The first challenge when dealing with a graph is to read it in. The program GraphReader.cpp does just that. First, it defines classes for vertices and edges:

class Vertex {
protected:
    string name;
    dList<Edge *> edges;
public:
  Vertex(string n) {
    name = n;
  }
  string getName() { return name; }

  // methods for iterating through the edges.

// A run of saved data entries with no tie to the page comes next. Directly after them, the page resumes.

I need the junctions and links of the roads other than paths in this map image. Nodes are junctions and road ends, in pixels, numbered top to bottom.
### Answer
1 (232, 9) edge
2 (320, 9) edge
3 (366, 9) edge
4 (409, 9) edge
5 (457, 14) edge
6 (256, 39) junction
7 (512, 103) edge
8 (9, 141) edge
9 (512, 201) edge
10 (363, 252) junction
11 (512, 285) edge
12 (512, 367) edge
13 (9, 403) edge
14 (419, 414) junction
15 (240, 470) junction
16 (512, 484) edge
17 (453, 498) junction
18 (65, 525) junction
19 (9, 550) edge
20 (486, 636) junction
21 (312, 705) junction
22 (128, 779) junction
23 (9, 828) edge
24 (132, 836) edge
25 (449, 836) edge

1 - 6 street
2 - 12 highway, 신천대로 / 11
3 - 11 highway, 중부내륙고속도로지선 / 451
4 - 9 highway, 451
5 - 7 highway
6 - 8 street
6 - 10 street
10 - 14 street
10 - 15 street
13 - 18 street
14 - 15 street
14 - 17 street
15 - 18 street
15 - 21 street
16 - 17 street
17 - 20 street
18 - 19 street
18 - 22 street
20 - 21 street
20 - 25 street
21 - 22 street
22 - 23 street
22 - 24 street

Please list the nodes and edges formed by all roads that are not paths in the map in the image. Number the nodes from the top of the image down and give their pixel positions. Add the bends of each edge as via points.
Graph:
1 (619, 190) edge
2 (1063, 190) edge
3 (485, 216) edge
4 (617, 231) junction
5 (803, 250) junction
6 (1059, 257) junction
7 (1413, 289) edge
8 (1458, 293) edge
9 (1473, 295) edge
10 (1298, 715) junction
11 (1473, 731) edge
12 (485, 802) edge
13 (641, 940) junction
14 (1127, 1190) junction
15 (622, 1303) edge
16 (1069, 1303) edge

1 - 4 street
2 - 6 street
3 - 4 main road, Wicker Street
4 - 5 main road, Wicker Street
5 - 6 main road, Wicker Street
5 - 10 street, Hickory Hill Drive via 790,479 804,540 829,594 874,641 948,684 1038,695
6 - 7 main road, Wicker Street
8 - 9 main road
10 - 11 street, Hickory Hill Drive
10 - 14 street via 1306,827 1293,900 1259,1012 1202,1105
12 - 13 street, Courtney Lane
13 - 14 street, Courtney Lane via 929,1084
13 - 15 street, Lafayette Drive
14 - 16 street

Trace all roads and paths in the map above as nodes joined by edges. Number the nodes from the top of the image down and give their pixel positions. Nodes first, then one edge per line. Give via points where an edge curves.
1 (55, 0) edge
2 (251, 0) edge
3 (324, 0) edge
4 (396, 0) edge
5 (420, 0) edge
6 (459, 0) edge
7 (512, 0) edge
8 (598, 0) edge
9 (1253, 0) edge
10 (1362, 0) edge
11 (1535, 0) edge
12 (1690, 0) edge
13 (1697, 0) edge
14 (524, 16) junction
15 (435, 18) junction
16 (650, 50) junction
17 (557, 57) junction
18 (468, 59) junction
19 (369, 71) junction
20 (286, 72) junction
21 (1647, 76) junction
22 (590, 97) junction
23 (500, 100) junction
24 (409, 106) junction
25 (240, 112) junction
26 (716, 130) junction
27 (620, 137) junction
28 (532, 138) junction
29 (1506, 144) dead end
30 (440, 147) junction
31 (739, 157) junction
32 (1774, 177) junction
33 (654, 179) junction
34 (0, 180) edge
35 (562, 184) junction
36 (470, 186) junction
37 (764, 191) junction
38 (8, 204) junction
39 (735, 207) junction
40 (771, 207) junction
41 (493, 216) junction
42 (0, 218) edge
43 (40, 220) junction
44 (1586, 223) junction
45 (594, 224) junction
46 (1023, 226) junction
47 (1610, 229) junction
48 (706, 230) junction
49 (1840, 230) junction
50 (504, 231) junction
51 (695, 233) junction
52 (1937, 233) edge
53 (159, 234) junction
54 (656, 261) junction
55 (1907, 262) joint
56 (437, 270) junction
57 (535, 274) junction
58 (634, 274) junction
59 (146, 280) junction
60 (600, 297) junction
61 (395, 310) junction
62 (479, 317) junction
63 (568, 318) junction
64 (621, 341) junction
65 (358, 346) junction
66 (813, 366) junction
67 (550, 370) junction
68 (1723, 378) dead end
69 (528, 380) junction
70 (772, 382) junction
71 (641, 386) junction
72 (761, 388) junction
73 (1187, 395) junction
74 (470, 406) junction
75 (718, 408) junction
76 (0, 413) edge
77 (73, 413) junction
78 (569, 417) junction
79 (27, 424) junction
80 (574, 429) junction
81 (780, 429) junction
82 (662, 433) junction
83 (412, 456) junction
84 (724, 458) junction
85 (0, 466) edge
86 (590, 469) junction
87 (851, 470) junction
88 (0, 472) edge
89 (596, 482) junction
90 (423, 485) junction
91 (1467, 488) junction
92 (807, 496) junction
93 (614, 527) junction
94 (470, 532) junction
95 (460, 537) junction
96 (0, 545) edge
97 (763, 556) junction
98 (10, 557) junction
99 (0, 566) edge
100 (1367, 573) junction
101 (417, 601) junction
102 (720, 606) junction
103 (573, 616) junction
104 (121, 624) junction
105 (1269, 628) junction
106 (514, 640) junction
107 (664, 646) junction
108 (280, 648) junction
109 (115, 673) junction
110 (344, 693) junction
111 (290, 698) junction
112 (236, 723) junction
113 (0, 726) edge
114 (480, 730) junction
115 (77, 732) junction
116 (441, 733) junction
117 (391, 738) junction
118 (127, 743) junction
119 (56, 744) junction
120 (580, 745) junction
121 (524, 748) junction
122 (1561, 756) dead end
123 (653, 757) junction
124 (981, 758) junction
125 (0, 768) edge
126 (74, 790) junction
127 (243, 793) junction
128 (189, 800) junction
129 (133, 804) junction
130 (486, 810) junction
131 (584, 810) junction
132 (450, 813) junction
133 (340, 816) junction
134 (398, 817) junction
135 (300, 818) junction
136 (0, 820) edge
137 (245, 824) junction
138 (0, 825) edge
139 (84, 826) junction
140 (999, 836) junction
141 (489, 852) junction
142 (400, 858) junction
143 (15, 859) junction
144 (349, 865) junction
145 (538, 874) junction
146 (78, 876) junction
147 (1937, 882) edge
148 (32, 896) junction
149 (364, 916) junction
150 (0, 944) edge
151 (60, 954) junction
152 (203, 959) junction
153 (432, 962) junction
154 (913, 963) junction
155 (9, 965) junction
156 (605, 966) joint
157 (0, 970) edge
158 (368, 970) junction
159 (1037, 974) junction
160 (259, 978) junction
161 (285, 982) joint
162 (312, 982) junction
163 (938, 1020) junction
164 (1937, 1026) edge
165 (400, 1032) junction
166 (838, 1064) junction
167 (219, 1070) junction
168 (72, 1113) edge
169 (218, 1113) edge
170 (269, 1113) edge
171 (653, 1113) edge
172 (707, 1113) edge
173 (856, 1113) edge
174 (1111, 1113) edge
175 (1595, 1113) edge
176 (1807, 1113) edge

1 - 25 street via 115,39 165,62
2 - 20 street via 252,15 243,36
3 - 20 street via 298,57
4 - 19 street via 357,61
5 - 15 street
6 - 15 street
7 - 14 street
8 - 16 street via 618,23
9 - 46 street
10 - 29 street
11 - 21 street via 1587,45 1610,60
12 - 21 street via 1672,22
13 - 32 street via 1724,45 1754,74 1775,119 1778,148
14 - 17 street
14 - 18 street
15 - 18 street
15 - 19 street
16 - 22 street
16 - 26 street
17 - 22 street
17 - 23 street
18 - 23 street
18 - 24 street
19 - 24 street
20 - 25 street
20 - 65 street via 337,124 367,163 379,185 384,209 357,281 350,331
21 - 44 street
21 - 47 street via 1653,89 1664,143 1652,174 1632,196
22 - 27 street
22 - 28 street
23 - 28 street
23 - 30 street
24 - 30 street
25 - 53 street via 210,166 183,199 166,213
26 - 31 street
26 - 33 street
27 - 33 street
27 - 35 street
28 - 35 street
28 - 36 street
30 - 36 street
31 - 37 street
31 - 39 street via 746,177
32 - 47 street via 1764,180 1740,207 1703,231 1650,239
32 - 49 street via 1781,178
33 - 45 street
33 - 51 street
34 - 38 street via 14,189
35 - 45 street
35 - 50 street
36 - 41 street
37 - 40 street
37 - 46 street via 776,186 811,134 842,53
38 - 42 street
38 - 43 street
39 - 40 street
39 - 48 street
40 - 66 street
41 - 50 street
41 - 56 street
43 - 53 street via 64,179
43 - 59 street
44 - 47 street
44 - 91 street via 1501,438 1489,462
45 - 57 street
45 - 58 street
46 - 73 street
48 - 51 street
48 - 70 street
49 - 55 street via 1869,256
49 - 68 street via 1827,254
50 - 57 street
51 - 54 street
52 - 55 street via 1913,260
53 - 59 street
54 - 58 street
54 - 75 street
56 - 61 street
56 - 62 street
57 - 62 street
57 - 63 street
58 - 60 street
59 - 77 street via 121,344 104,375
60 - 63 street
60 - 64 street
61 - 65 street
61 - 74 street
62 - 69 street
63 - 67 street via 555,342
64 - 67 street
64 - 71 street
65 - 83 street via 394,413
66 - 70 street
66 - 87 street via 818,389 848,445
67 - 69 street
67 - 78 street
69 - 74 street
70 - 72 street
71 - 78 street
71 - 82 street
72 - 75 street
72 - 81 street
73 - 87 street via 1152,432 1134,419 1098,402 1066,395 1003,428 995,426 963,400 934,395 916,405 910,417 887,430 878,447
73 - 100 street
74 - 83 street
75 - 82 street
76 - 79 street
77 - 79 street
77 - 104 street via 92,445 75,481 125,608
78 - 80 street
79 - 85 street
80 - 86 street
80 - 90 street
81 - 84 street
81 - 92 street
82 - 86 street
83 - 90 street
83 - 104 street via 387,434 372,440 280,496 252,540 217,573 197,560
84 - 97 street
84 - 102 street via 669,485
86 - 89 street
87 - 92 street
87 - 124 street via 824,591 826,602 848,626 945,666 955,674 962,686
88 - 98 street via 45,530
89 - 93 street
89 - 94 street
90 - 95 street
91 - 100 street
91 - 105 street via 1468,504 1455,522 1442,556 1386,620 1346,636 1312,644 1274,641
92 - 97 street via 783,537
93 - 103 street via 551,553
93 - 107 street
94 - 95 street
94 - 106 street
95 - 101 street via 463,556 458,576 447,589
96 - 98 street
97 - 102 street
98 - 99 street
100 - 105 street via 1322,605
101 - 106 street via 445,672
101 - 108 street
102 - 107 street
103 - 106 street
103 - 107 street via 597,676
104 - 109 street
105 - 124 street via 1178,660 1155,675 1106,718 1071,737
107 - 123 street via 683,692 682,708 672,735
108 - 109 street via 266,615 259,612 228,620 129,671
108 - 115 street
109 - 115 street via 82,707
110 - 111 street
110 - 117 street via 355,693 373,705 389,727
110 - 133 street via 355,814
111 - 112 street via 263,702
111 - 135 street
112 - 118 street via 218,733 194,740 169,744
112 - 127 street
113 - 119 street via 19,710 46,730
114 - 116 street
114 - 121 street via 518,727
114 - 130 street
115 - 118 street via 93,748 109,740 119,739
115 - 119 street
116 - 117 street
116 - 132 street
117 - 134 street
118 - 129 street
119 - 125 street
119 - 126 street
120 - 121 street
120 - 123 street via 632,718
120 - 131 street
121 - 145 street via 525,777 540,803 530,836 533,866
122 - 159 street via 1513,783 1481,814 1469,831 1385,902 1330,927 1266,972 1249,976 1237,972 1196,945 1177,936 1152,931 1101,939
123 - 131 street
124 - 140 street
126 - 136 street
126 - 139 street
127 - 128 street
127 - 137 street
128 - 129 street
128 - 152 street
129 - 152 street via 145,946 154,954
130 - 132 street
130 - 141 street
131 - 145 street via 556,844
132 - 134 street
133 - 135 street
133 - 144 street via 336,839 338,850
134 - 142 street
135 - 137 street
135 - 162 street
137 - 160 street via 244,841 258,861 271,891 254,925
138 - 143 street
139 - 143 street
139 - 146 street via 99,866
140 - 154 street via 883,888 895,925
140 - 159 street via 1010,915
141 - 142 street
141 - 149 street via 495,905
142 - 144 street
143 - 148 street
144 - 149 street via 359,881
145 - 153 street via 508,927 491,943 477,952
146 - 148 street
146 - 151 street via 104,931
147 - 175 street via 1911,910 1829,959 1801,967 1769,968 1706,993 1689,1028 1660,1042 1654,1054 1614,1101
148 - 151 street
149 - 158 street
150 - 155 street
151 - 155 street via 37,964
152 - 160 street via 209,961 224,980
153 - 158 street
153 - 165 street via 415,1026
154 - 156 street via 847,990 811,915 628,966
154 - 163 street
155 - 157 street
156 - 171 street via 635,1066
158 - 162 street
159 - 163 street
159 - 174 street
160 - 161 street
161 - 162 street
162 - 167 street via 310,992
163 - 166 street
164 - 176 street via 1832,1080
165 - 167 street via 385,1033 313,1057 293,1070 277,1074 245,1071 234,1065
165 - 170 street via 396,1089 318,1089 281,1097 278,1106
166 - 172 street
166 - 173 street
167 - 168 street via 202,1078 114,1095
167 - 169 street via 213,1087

We do not make the edge
  // list available since we might want to change the implementation at
  // a later time and therefore we do not want the program to depend on
  // the edges being implemented as a dlist
  void firstEdge() { edges.first(); }
  void nextEdge() { edges.next(); }
  bool endOfEdges() { return edges.endOfList(); }
  Edge *getEdge() { return edges.get(); }

  void addEdge(Edge *e) { edges.append(e); }
};

class Edge {
public:
  Edge(Vertex *vtx1, Vertex *vtx2) {
    v1 = vtx1;
    v2 = vtx2;
  }
  Vertex *getVertex1() { return v1; }
  Vertex *getVertex2() { return v2; }

protected:
    Vertex *v1;
    Vertex *v2;
};
Note, this is an adjacency list representation. Now, a graph is simply a list of vertices. Since we are accessing vertices by name in the specification file, It is actually better to maintain a red-black tree of vertices, so that we can access any vertex by name in log(n) time. (Obviously, n is the number of vertices).
class Graph {
protected:
    rbTree<string> vertices;
public:
  // find the vertex with the given name 
  Vertex *find(string name) {
    if (vertices.find(name)) 
      return (Vertex *)vertices.getVal().v;
    else
      return 0;
  }

  // insert a vertex with the given name into the graph
  Vertex *insert(string name) {
    vertices.insert(name, new_jval_v(new Vertex(name)));
    return (Vertex *)vertices.getVal().v;
  }

  // methods for iterating through the vertices in the graph
  void firstVertex() { vertices.first(); }
  void nextVertex() { vertices.next(); }
  bool endOfVertices() { return vertices.endOfList(); }
  Vertex *getVertex() { return (Vertex *)vertices.getVal().v; }
};
In a real application we would probably not define the graph class since it simply adds an unnecessary layer of complexity. Instead we would simply define a variable called vertices that is an rbtree. Note how all the methods in the graph class essentially replicate methods in the rbtree class that holds the vertices.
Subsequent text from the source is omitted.